As irregularidades do C6 Bank foram apontadas pela CGU (Controladoria-Geral da União) e confirmadas por áreas técnicas do INSS, que afirmava que o banco vinha cobrando valores por serviços não autorizados, descontados diretamente dos benefícios dos segurados. O banco não respondeu aos questionamentos feitos acerca do caso.
Em entrevista ao Conexão Record News desta terça, Gustavo Kloh, professor da FGV (Fundação Getulio Vargas), explica que a primeira ação necessária a se fazer é conferir se existe algo que foi vendido ou contratado sem consentimento. Ele lista alguns exemplos:
- Previdência privada;
- Seguros como o domiciliar;
- Cartão de crédito adicional;
- Linha de crédito pré-aprovada sem autorização.

Todas essas situações geralmente são incluídas em pacotes, algo caracterizado como venda casada, proibida pelo Art. 39 do CDC (Código de Defesa do Consumidor). Para reverter as cobranças, o cliente deve procurar primeiro o banco e, em caso de negativa, um juizado especial civil.
“A assinatura desse pacote muitas vezes está atrelada à obtenção desse crédito consignado, que para certas parcelas da população, infelizmente, virou algo necessário à sua sobrevivência. A pessoa precisa pegar dinheiro para pagar remédio, para pagar a comida do mês. As pessoas vivem muito por conta desse consignado. Aí você também tem que contratar um pacote. O que vem dentro do pacote? Você contratou serviço por serviço? Foi claramente explicado para você o que era aquilo? Muitas vezes não”, comenta.

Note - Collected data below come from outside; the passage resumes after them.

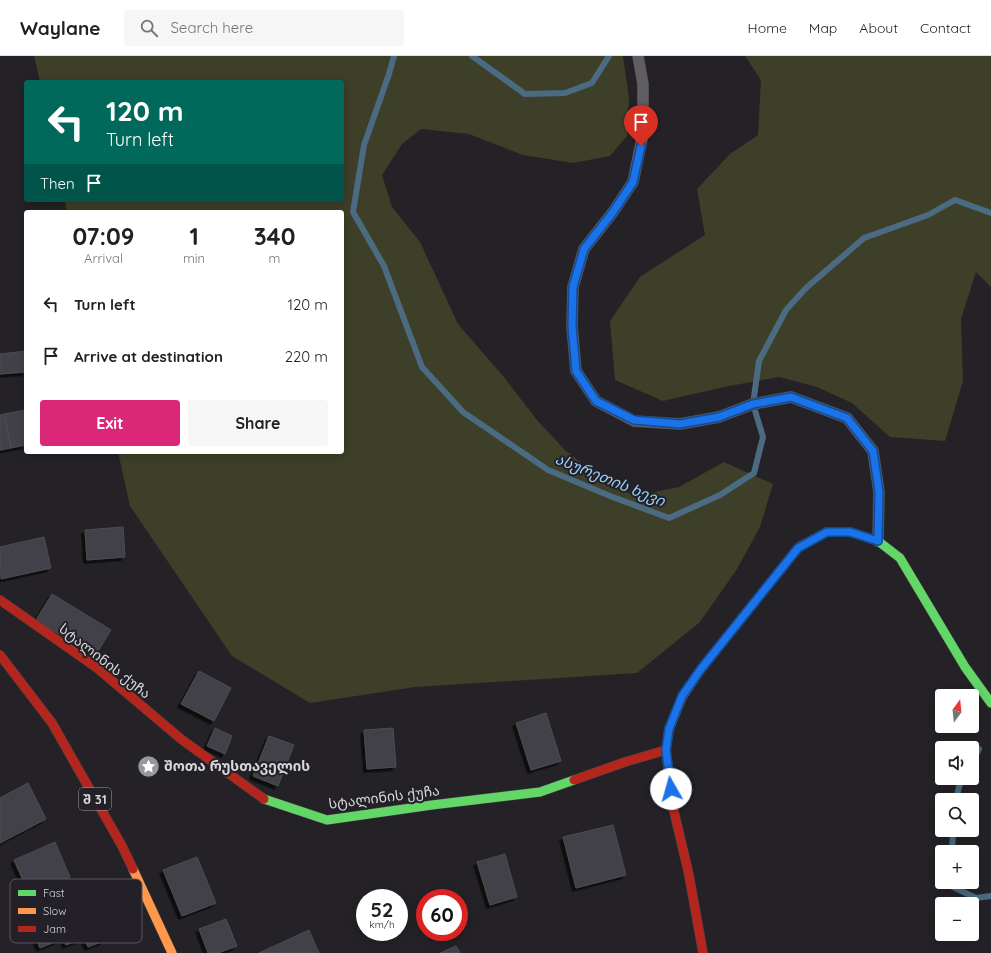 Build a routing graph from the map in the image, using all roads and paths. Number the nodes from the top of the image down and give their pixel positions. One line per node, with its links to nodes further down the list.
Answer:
1 (638, 56): 2 (lane)
2 (878, 541): 5 (main road); 6 (main road)
3 (0, 600): 6 (main road, სტალინის ქუჩა)
4 (0, 655): 7 (main road, შ 31)
5 (991, 703)
6 (666, 750): 10 (main road)
7 (137, 879)
8 (142, 889): 9 (main road, შ 31)
9 (172, 953)
10 (702, 953) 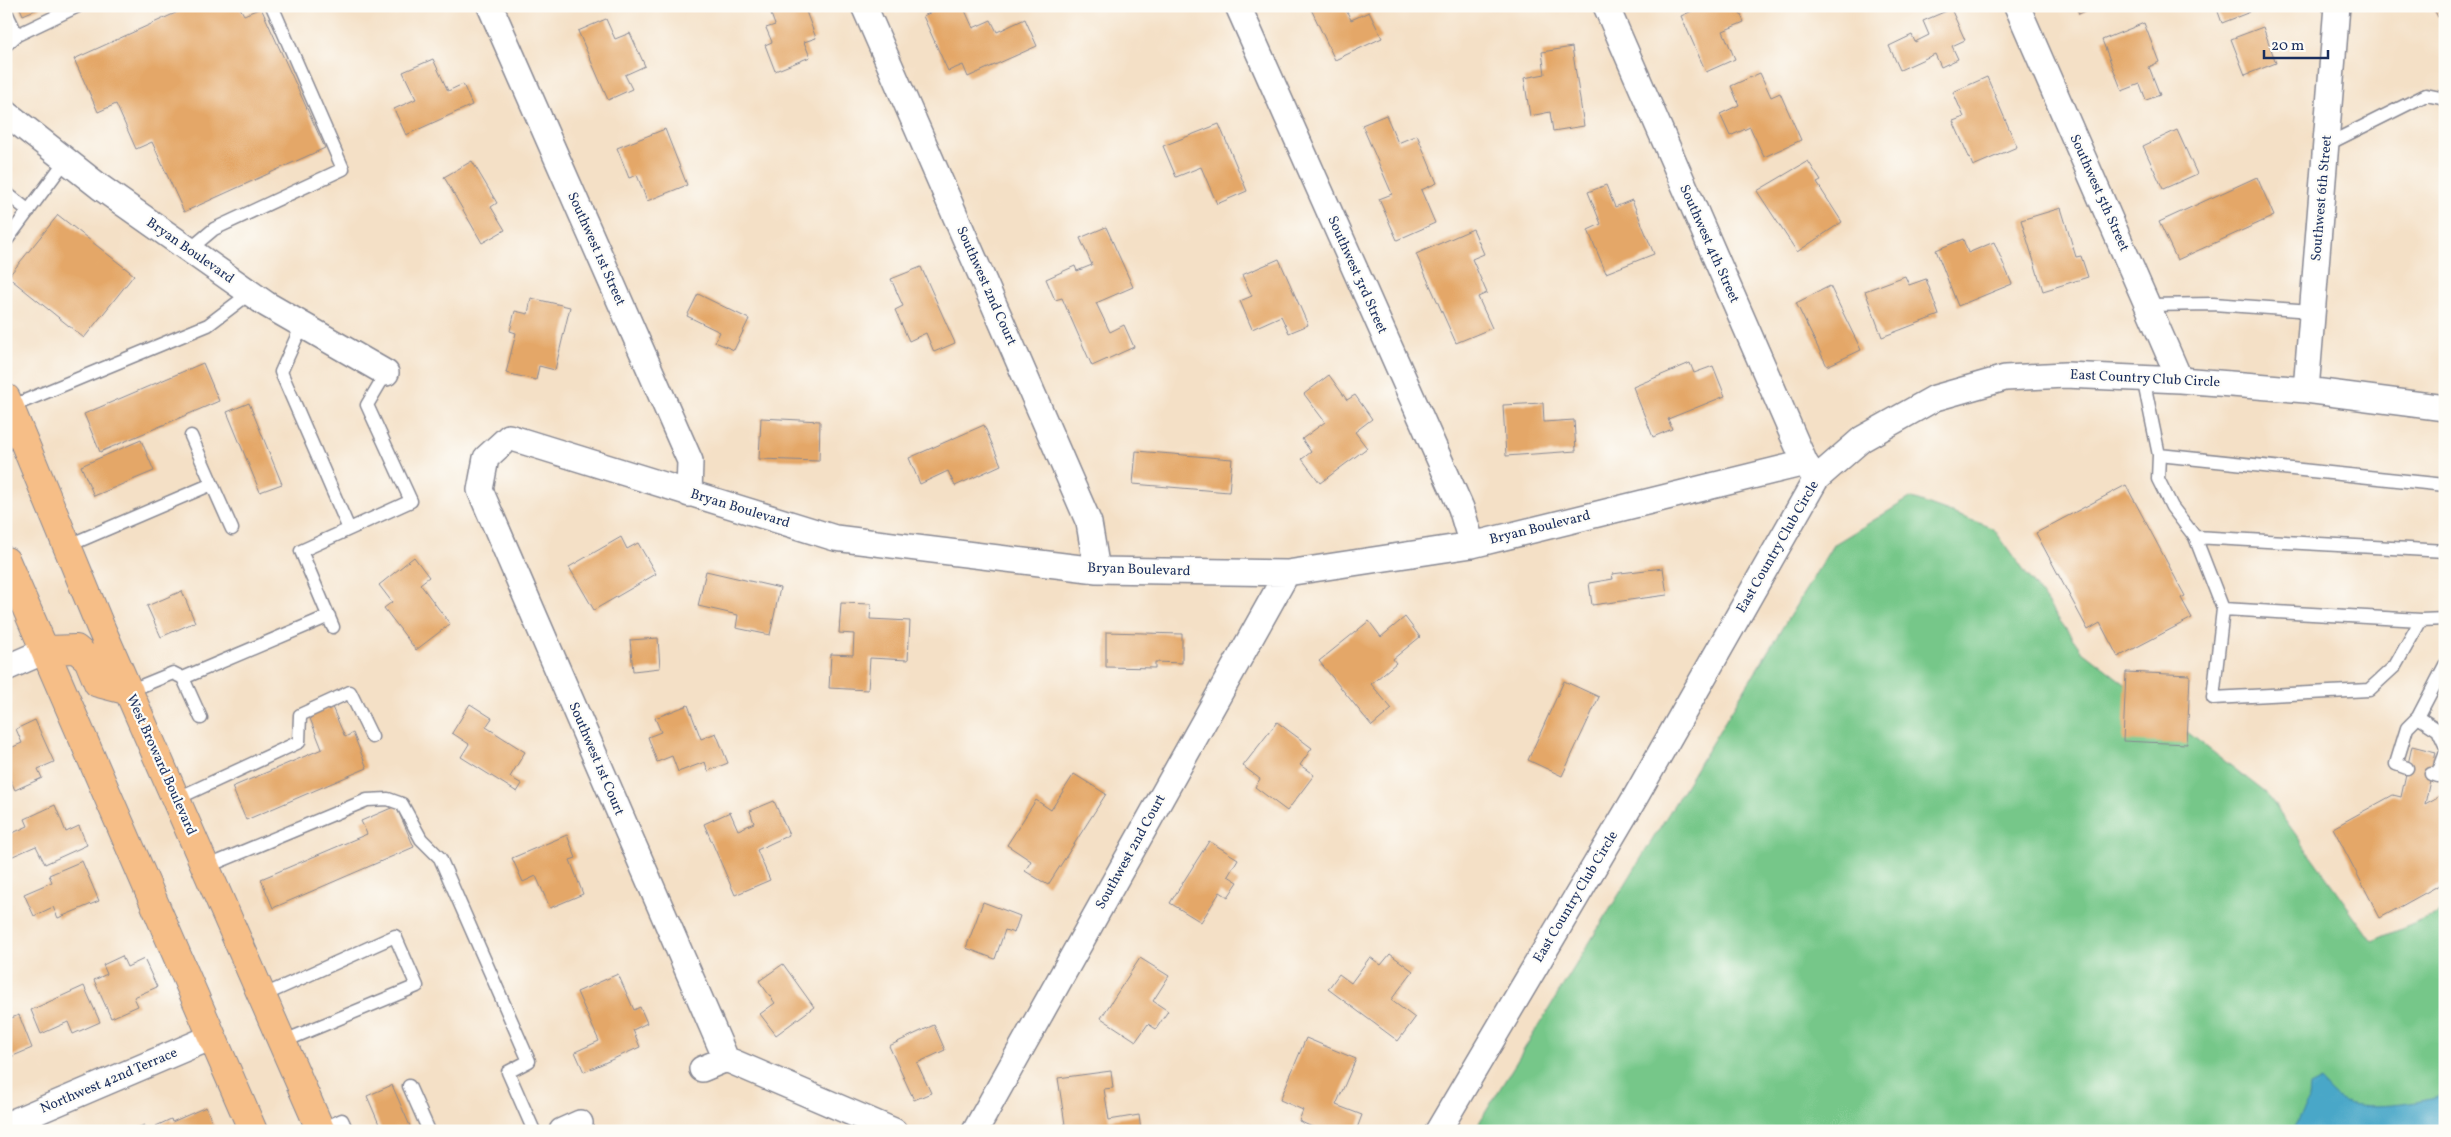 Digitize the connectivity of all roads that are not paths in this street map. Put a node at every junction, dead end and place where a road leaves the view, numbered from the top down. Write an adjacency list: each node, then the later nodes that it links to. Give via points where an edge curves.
1 (78, 6): 10 (lane)
2 (272, 6): 19 (lane, via 343,169 214,229)
3 (490, 6): 36 (street, Southwest 1st Street, via 690,461)
4 (864, 6): 44 (street, Southwest 2nd Court, via 1089,523)
5 (1238, 6): 40 (street, Southwest 3rd Street, via 1461,508)
6 (1606, 6): 33 (street, Southwest 4th Street)
7 (2017, 6): 21 (street, Southwest 5th Street)
8 (2337, 6): 14 (street, Southwest 6th Street)
9 (6, 12): 10 (lane)
10 (17, 35): 11 (lane)
11 (6, 45)
12 (2445, 98): 14 (lane, via 2426,95)
13 (6, 113): 15 (street, Bryan Boulevard)
14 (2326, 145): 22 (street, Southwest 6th Street)
15 (66, 160): 17 (lane); 19 (street, Bryan Boulevard)
16 (6, 193): 17 (lane)
17 (28, 211): 18 (lane)
18 (6, 241)
19 (189, 250): 20 (street, Bryan Boulevard)
20 (250, 293): 23 (street, Bryan Boulevard); 28 (lane, via 208,325)
21 (2148, 305): 22 (lane, via 2213,304); 26 (street, Southwest 5th Street)
22 (2312, 311): 27 (street, Southwest 6th Street)
23 (302, 325): 24 (street, Bryan Boulevard); 38 (lane, via 282,372)
24 (386, 372): 38 (lane, via 367,406 411,501)
25 (2143, 378): 26 (street, East Country Club Circle); 31 (lane); 33 (street, East Country Club Circle, via 2065,375 2005,378 1935,398)
26 (2180, 380): 27 (street, East Country Club Circle)
27 (2306, 390): 29 (street, East Country Club Circle)
28 (8, 403): 41 (main road, West Broward Boulevard)
29 (2445, 408)
30 (191, 436): 34 (lane)
31 (2159, 455): 35 (lane); 39 (lane, via 2158,479 2172,507)
32 (486, 458): 36 (street, Bryan Boulevard, via 509,437); 66 (street, Southwest 1st Court, via 480,490)
33 (1810, 471): 40 (street, Bryan Boulevard); 77 (street, East Country Club Circle, via 1636,796)
34 (212, 484): 37 (lane); 41 (lane)
35 (2445, 485)
36 (689, 494): 44 (street, Bryan Boulevard, via 836,538)
37 (232, 529)
38 (348, 529): 52 (lane, via 301,551 331,621)
39 (2195, 537): 42 (lane); 46 (lane)
40 (1472, 545): 45 (street, Bryan Boulevard)
41 (67, 546): 53 (main road, West Broward Boulevard)
42 (2445, 551)
43 (6, 561): 49 (main road)
44 (1096, 570): 45 (street, Bryan Boulevard)
45 (1288, 573): 76 (street, Southwest 2nd Court)
46 (2223, 609): 48 (lane); 48 (lane, via 2213,698 2370,690 2395,666)
47 (2445, 619): 48 (lane)
48 (2421, 620)
49 (47, 650): 51 (street); 53 (main road, via 76,649 88,659 98,683); 64 (main road)
50 (2445, 665): 54 (lane)
51 (6, 668)
52 (183, 678): 53 (lane, via 173,673); 55 (lane)
53 (129, 691): 61 (main road, West Broward Boulevard)
54 (2418, 717): 57 (lane, via 2438,730); 59 (lane, via 2407,728 2396,764)
55 (202, 718)
56 (372, 736): 61 (lane, via 350,692 300,715 298,742)
57 (2445, 745)
58 (2445, 755): 60 (lane, via 2437,776)
59 (2407, 768)
60 (2431, 774)
61 (176, 799): 62 (main road, West Broward Boulevard)
62 (206, 867): 63 (main road, West Broward Boulevard); 74 (lane, via 367,800 388,799 402,804 421,839 440,858 529,1062 508,1072)
63 (262, 996): 65 (main road, West Broward Boulevard); 65 (lane, via 395,936 417,986)
64 (212, 1037): 69 (street, Northwest 42nd Terrace); 71 (main road)
65 (282, 1042): 70 (main road, West Broward Boulevard)
66 (726, 1059): 67 (street); 75 (street)
67 (702, 1069)
68 (409, 1086): 73 (lane)
69 (6, 1125)
70 (320, 1130): 72 (lane, via 342,1120)
71 (253, 1131)
72 (347, 1131)
73 (429, 1131)
74 (534, 1131)
75 (894, 1131)
76 (975, 1131)
77 (1438, 1131) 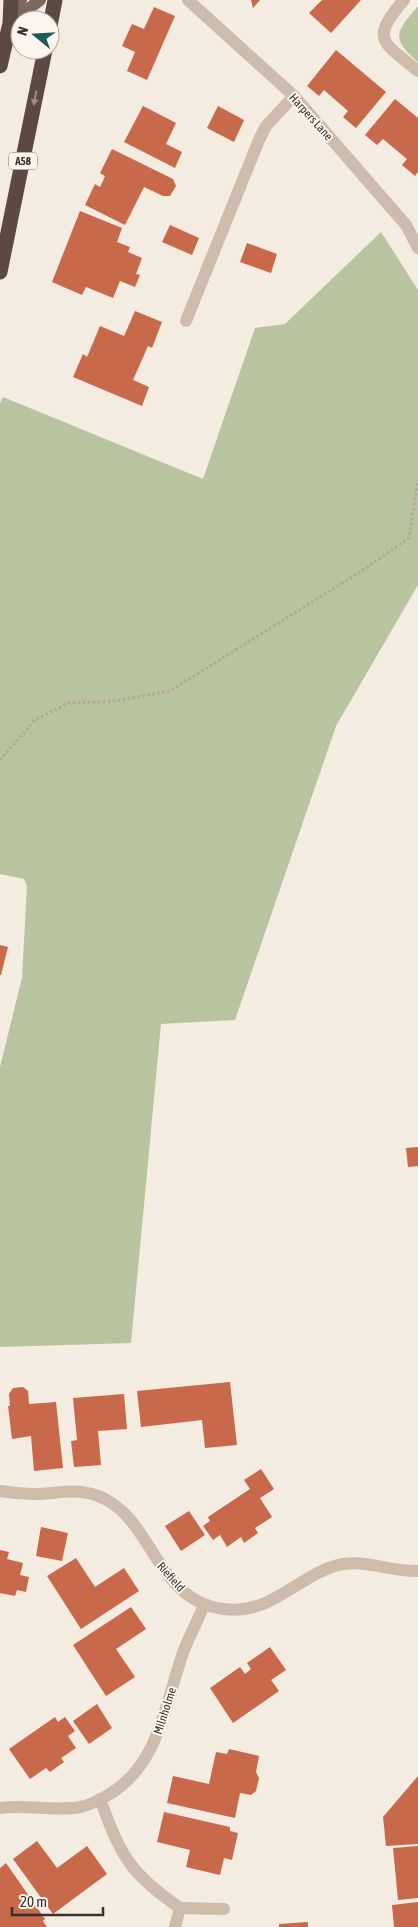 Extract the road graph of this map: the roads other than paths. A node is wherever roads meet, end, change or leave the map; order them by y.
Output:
1 (11, 0) edge
2 (21, 0) edge
3 (40, 0) edge
4 (188, 0) edge
5 (404, 0) edge
6 (5, 27) edge
7 (43, 60) edge
8 (0, 66) edge
9 (418, 71) edge
10 (294, 96) junction
11 (418, 248) edge
12 (0, 272) edge
13 (186, 321) dead end
14 (0, 1491) edge
15 (418, 1571) edge
16 (204, 1605) junction
17 (100, 1799) junction
18 (0, 1808) edge
19 (180, 1908) junction
20 (224, 1909) dead end
21 (176, 1927) edge

1 - 6 highway
2 - 6 main road
3 - 6 main road
4 - 10 street, Harpers Lane
5 - 9 street
6 - 8 highway
7 -> 12 highway, A58
10 - 11 street, Harpers Lane
10 - 13 street
14 - 16 street, Riefield
15 - 16 street, Riefield
16 - 17 street, Milnholme
17 - 18 street, Milnholme
17 - 19 street
19 - 20 street
19 - 21 street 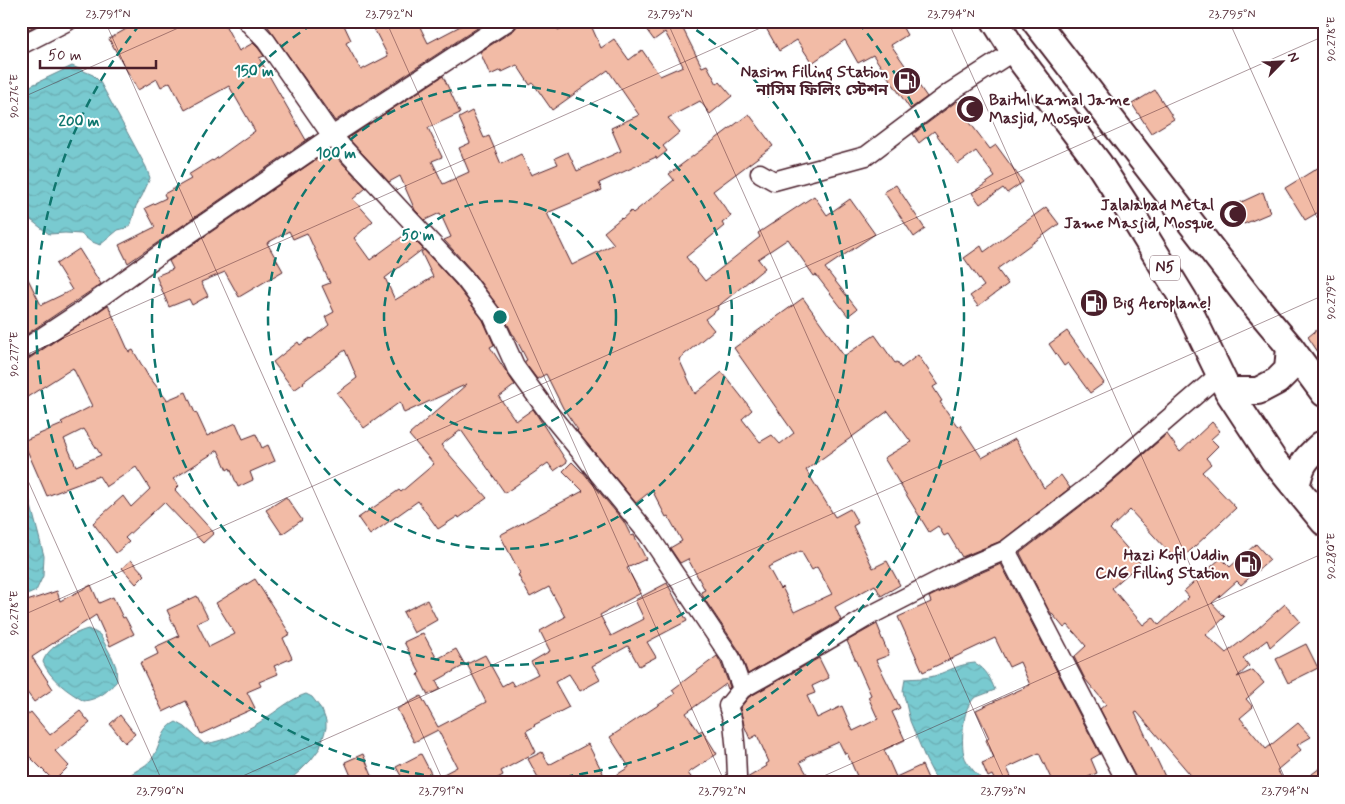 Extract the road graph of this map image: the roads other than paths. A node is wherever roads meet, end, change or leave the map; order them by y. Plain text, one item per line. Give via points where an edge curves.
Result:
1 (68, 21) edge
2 (247, 21) edge
3 (508, 21) edge
4 (995, 21) edge
5 (1035, 21) edge
6 (21, 45) edge
7 (1014, 51) junction
8 (332, 136) junction
9 (760, 173) dead end
10 (1290, 347) junction
11 (21, 351) edge
12 (1224, 382) junction
13 (1324, 393) edge
14 (1324, 445) edge
15 (1296, 487) junction
16 (1324, 522) edge
17 (1006, 550) junction
18 (742, 689) junction
19 (734, 783) edge
20 (1127, 783) edge

1 - 6 street
2 - 8 street via 266,41
3 - 8 street
4 - 7 highway, N5
5 - 10 highway
7 - 9 street via 952,91 866,156 774,181
7 - 12 highway, N5 via 1099,164 1132,215 1184,300
8 - 11 street
8 - 18 street via 464,278 492,315 516,368 554,420 648,534 731,658
10 - 12 highway via 1288,370 1277,381 1258,391
10 - 13 highway
12 - 15 highway, N5 via 1274,461
12 - 17 street
14 - 15 highway via 1306,458 1299,470
15 - 16 highway, N5
17 - 18 street via 957,570 871,615
17 - 20 street
18 - 19 street via 728,706 736,752 737,776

Para Kloh, a prática corriqueira tanto nas agências digitais como nas físicas escancara um problema do setor bancário brasileiro, que necessita de maiores recursos de fiscalização e regulamentação para evitar que novos casos aconteçam.
“O banco entende de banco, a gente não entende. Então, tentar obrigar as instituições financeiras a informar melhor ao consumidor para que ele possa fazer uma contratação mais consciente é um dever, sim, das autoridades, que não está sendo completo”, finaliza.
Banco vai recorrer
Após publicação da reportagem, o C6 Bank entrou em contato com o R7 e divulgou nota na qual afirma que vai recorrer da decisão por discordar da interpretação do INSS. Leia a nota na íntegra abaixo:
“O C6 discorda integralmente da interpretação do INSS e vai buscar seu direito de defesa na esfera judicial, porque não praticou nenhuma irregularidade e seguiu rigorosamente todas as normas vigentes. O banco esclarece que a contratação do consignado nunca esteve condicionada à compra de nenhum outro produto e que não desconta parcelas mensais referentes à contratação de pacote de benefícios.”